Shenzhen residents see the Da Sha River as their “mother river.” Unfortunately, the pollution from rapid economic development and increasing population in the past few decades far exceeded Da Sha River’s capacity, which resulted in a sharp increase in the overall pollution level, and the river became black and stinky. As a result, residents gradually forgot the fun of living by the water, and the river had become distanced from the city and the neighborhood.

From the ecological point of view, the Da Sha River is an integral ecological corridor between the mountains (the Yangtai Mountain-Wutong Central Mountain) and the coastal belt in the fundamental Shenzhen ecological pattern “Four Belts and Six Corridors”. Given its importance, relevant government departments have given the critical priority to manage the river pollution condition in recent years, which has achieved remarkable results. As part of the overall pollution control and restoration project, and since the water quality of the Da Sha River gradually improves, the government moves on to focusing on ways to uplift the river landscape and reconnect the people back to river while reducing flood risk.

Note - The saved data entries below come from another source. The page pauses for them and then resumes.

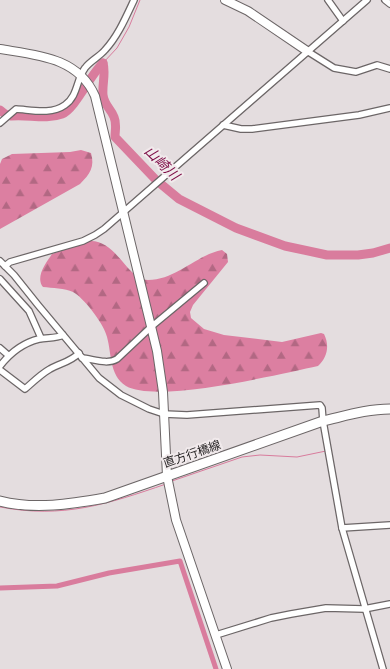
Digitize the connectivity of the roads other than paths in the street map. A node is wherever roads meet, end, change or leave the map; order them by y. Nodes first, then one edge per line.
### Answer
1 (134, 0) edge
2 (225, 0) edge
3 (328, 0) edge
4 (367, 0) edge
5 (386, 0) edge
6 (390, 4) edge
7 (343, 21) junction
8 (0, 49) edge
9 (307, 51) junction
10 (390, 69) edge
11 (82, 76) junction
12 (390, 108) edge
13 (0, 124) edge
14 (222, 125) junction
15 (124, 212) junction
16 (2, 263) edge
17 (0, 279) edge
18 (204, 283) dead end
19 (151, 327) junction
20 (63, 335) junction
21 (41, 338) junction
22 (0, 348) edge
23 (8, 355) junction
24 (80, 356) junction
25 (0, 366) edge
26 (0, 370) edge
27 (390, 409) edge
28 (164, 414) junction
29 (323, 422) junction
30 (167, 476) junction
31 (0, 501) edge
32 (390, 525) edge
33 (342, 528) junction
34 (390, 604) edge
35 (364, 609) junction
36 (216, 635) junction
37 (227, 669) edge
38 (383, 669) edge

1 - 11 street
2 - 9 street
3 - 7 street
4 - 7 street
5 - 6 street
7 - 9 street
8 - 11 street
9 - 10 street
9 - 14 street
11 - 13 street
11 - 15 street
12 - 14 street
14 - 15 street
15 - 16 street
15 - 19 street
16 - 20 street
17 - 21 street
18 - 19 street
19 - 24 street
19 - 28 street
20 - 21 street
20 - 24 street
21 - 23 street
22 - 23 street
23 - 25 street
24 - 26 street
24 - 28 street
27 - 29 main road, 直方行橋線
28 - 29 street
28 - 30 street
29 - 30 main road, 直方行橋線
29 - 33 street
30 - 31 main road, 直方行橋線
30 - 36 street
32 - 33 street
33 - 35 street
34 - 35 street
35 - 36 street
35 - 38 street
36 - 37 street

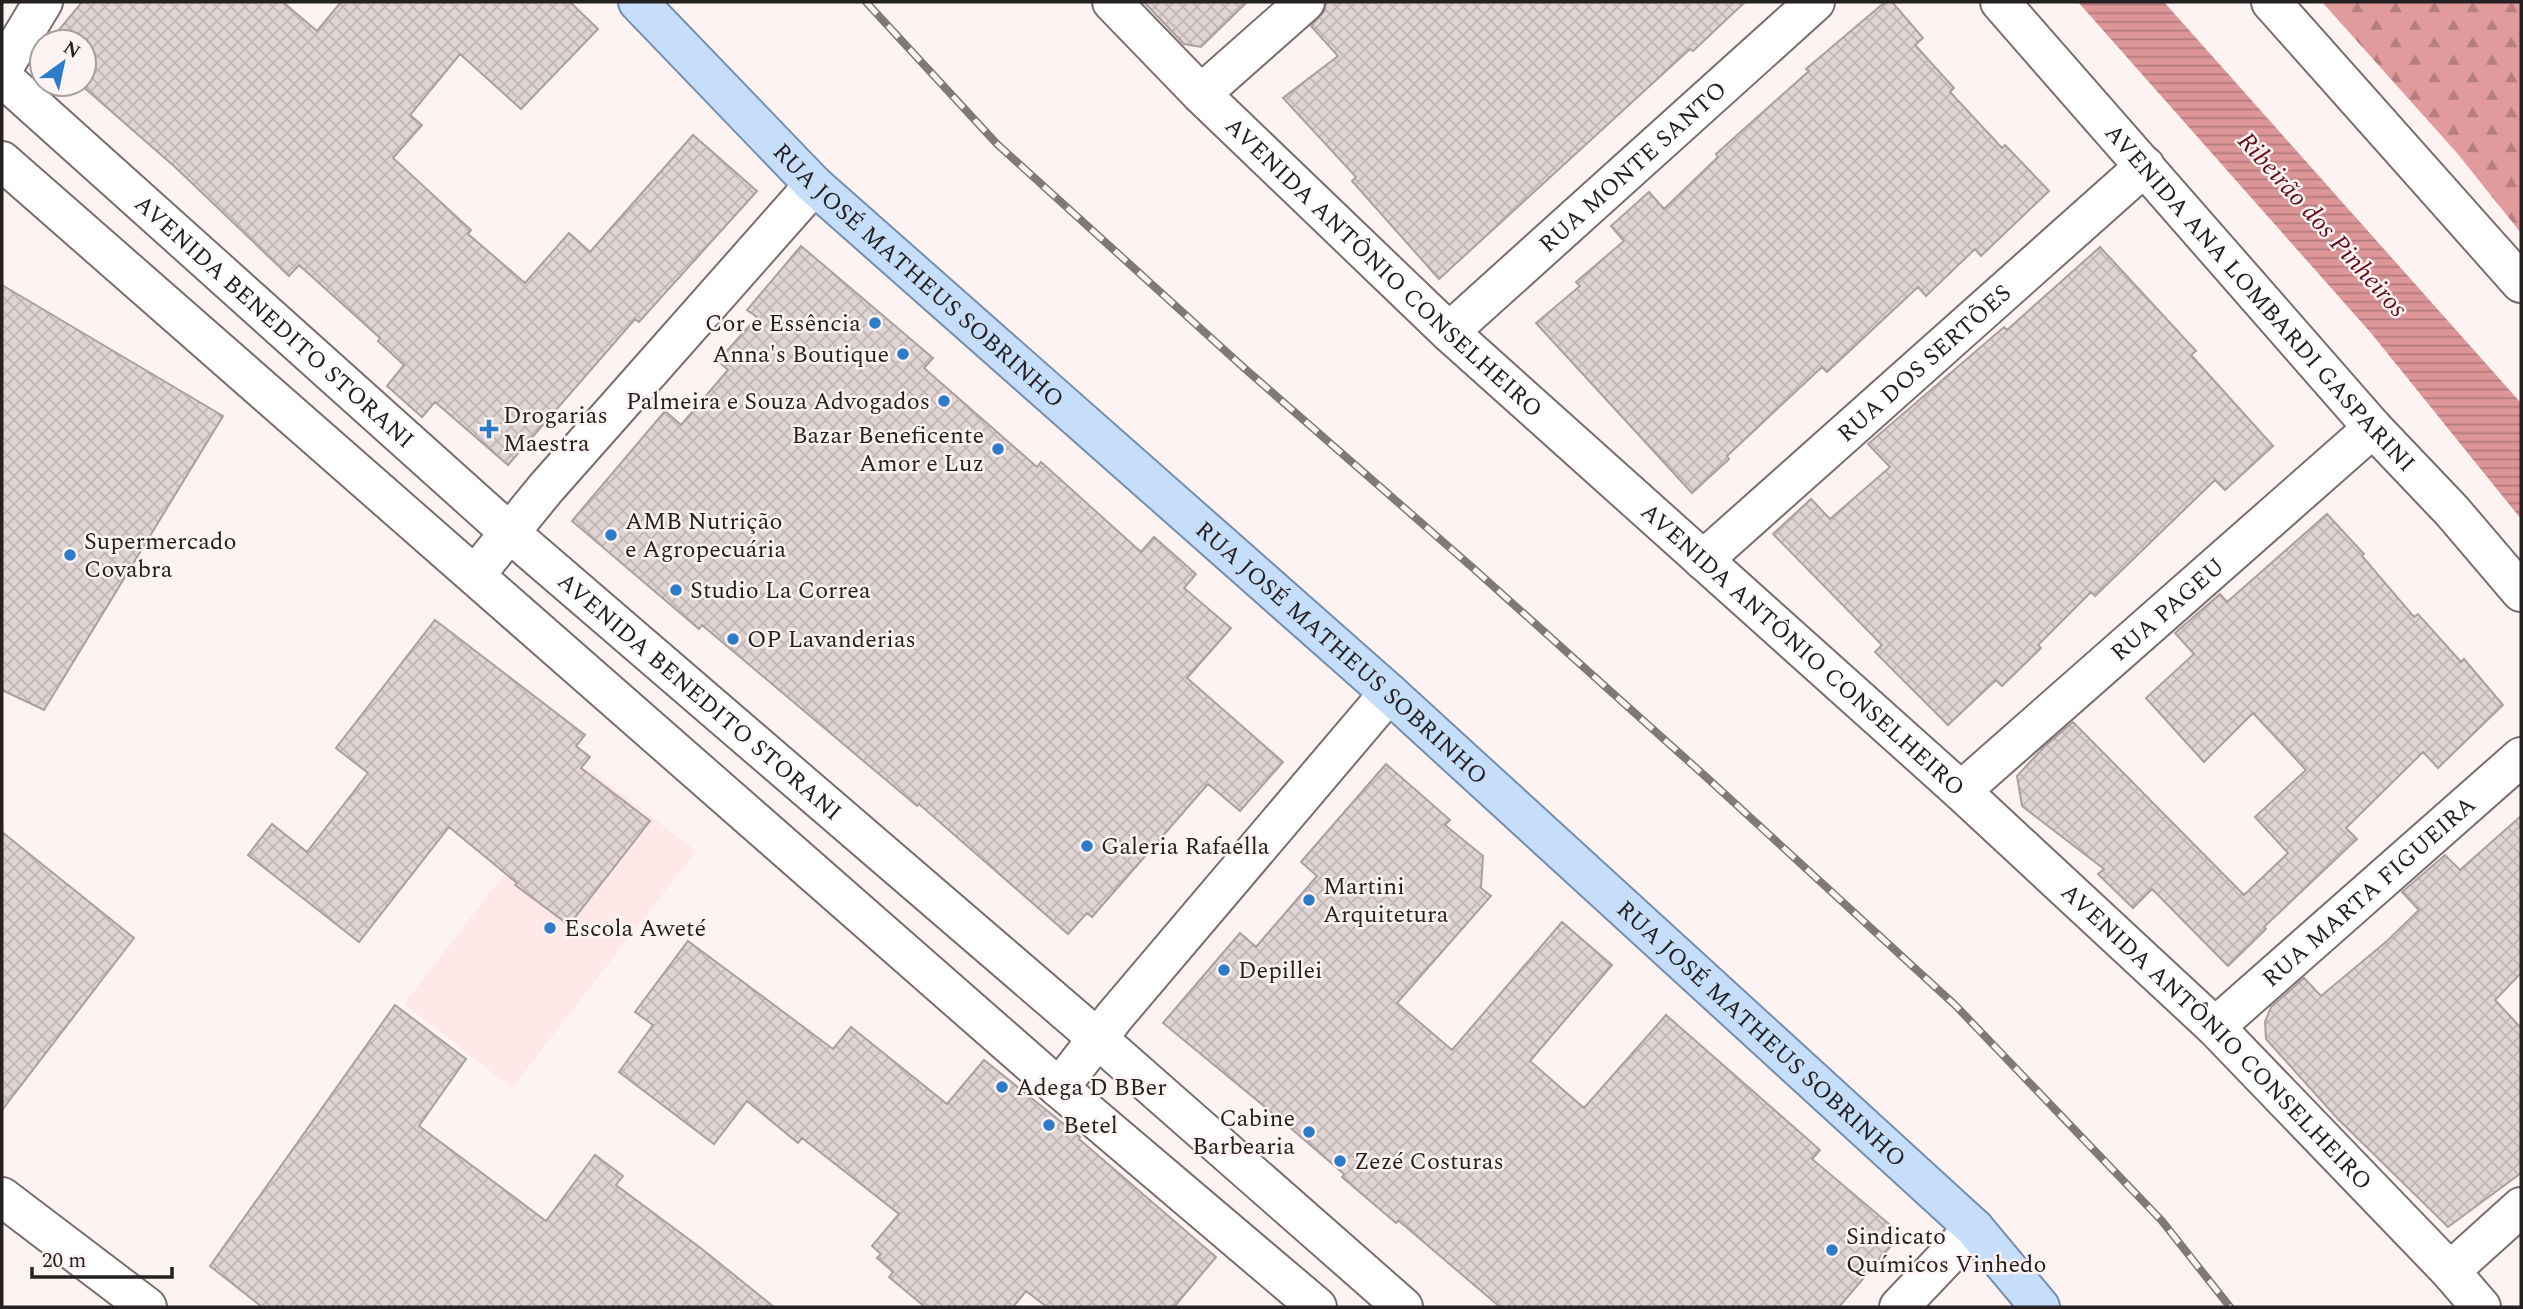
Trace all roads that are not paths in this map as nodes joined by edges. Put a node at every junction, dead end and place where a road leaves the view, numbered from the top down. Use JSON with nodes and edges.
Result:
{"nodes":[{"id":1,"x":44,"y":2,"type":"edge"},
{"id":2,"x":638,"y":2,"type":"edge"},
{"id":3,"x":1112,"y":2,"type":"edge"},
{"id":4,"x":1305,"y":2,"type":"edge"},
{"id":5,"x":1815,"y":2,"type":"edge"},
{"id":6,"x":2000,"y":2,"type":"edge"},
{"id":7,"x":2271,"y":2,"type":"edge"},
{"id":8,"x":2,"y":71,"type":"edge"},
{"id":9,"x":2,"y":77,"type":"edge"},
{"id":10,"x":1200,"y":94,"type":"junction"},
{"id":11,"x":2,"y":161,"type":"edge"},
{"id":12,"x":2145,"y":166,"type":"junction"},
{"id":13,"x":814,"y":185,"type":"junction"},
{"id":14,"x":2521,"y":283,"type":"edge"},
{"id":15,"x":1449,"y":332,"type":"junction"},
{"id":16,"x":2373,"y":428,"type":"junction"},
{"id":17,"x":510,"y":533,"type":"junction"},
{"id":18,"x":1703,"y":559,"type":"junction"},
{"id":19,"x":475,"y":575,"type":"junction"},
{"id":20,"x":2521,"y":592,"type":"edge"},
{"id":21,"x":1389,"y":693,"type":"junction"},
{"id":22,"x":2521,"y":757,"type":"edge"},
{"id":23,"x":1961,"y":791,"type":"junction"},
{"id":24,"x":2215,"y":1027,"type":"junction"},
{"id":25,"x":1097,"y":1038,"type":"junction"},
{"id":26,"x":1059,"y":1088,"type":"junction"},
{"id":27,"x":2,"y":1197,"type":"edge"},
{"id":28,"x":2521,"y":1207,"type":"edge"},
{"id":29,"x":1974,"y":1228,"type":"junction"},
{"id":30,"x":2450,"y":1271,"type":"junction"},
{"id":31,"x":147,"y":1307,"type":"edge"},
{"id":32,"x":1317,"y":1307,"type":"edge"},
{"id":33,"x":1403,"y":1307,"type":"edge"},
{"id":34,"x":1899,"y":1307,"type":"edge"},
{"id":35,"x":2040,"y":1307,"type":"edge"},
{"id":36,"x":2481,"y":1307,"type":"edge"}],
"edges":[{"from":1,"to":8,"type":"street"},
{"from":2,"to":13,"type":"main road","name":"RUA JOSÉ MATHEUS SOBRINHO"},
{"from":3,"to":10,"type":"street","name":"AVENIDA ANTÔNIO CONSELHEIRO"},
{"from":4,"to":10,"type":"street"},
{"from":5,"to":15,"type":"street","name":"RUA MONTE SANTO"},
{"from":6,"to":12,"type":"street","name":"AVENIDA ANA LOMBARDI GASPARINI"},
{"from":7,"to":14,"type":"street"},
{"from":9,"to":17,"type":"street","name":"AVENIDA BENEDITO STORANI"},
{"from":10,"to":15,"type":"street","name":"AVENIDA ANTÔNIO CONSELHEIRO"},
{"from":11,"to":19,"type":"street"},
{"from":12,"to":16,"type":"street","name":"AVENIDA ANA LOMBARDI GASPARINI"},
{"from":12,"to":18,"type":"street","name":"RUA DOS SERTÕES"},
{"from":13,"to":17,"type":"street"},
{"from":13,"to":21,"type":"main road","name":"RUA JOSÉ MATHEUS SOBRINHO"},
{"from":15,"to":18,"type":"street","name":"AVENIDA ANTÔNIO CONSELHEIRO"},
{"from":16,"to":20,"type":"street","name":"AVENIDA ANA LOMBARDI GASPARINI"},
{"from":16,"to":23,"type":"street","name":"RUA PAGEU"},
{"from":17,"to":19,"type":"street"},
{"from":17,"to":25,"type":"street","name":"AVENIDA BENEDITO STORANI"},
{"from":18,"to":23,"type":"street","name":"AVENIDA ANTÔNIO CONSELHEIRO"},
{"from":19,"to":26,"type":"street"},
{"from":21,"to":25,"type":"street"},
{"from":21,"to":29,"type":"main road","name":"RUA JOSÉ MATHEUS SOBRINHO"},
{"from":22,"to":24,"type":"street","name":"RUA MARTA FIGUEIRA"},
{"from":23,"to":24,"type":"street","name":"AVENIDA ANTÔNIO CONSELHEIRO"},
{"from":24,"to":30,"type":"street","name":"AVENIDA ANTÔNIO CONSELHEIRO"},
{"from":25,"to":26,"type":"street"},
{"from":25,"to":33,"type":"street","name":"AVENIDA BENEDITO STORANI"},
{"from":26,"to":32,"type":"street"},
{"from":27,"to":31,"type":"street"},
{"from":28,"to":30,"type":"street"},
{"from":29,"to":34,"type":"street"},
{"from":29,"to":35,"type":"main road","name":"RUA JOSÉ MATHEUS SOBRINHO"},
{"from":30,"to":36,"type":"street","name":"AVENIDA ANTÔNIO CONSELHEIRO"}]}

Inspired by its heritage, culture and urban characteristics of Shenzhen, AECOM’s plan for Da Sha River created a high quality public landscape space to enhance the city’s ecological environment and rejuvenated Shenzhen with vibes and different layers of dynamics. Such design not only improved the quality of the existing waterfront vegetation, features and facilities, but also by reconnecting bicycle lanes and walkways on both sides of the river, it created a comfortable pedestrian experience along the river and a sense of inclusiveness linking the different pocket spaces in the area.

In the Da Sha River project, AECOM’s holistic approach and multi-disciplinary consideration resulted a comprehensive solution that not only ensured the water quality and flood control of the Da Sha River, but also created a cohesive ecology and a series of multi-theming public spaces that reconnect the originally fragmented urban areas.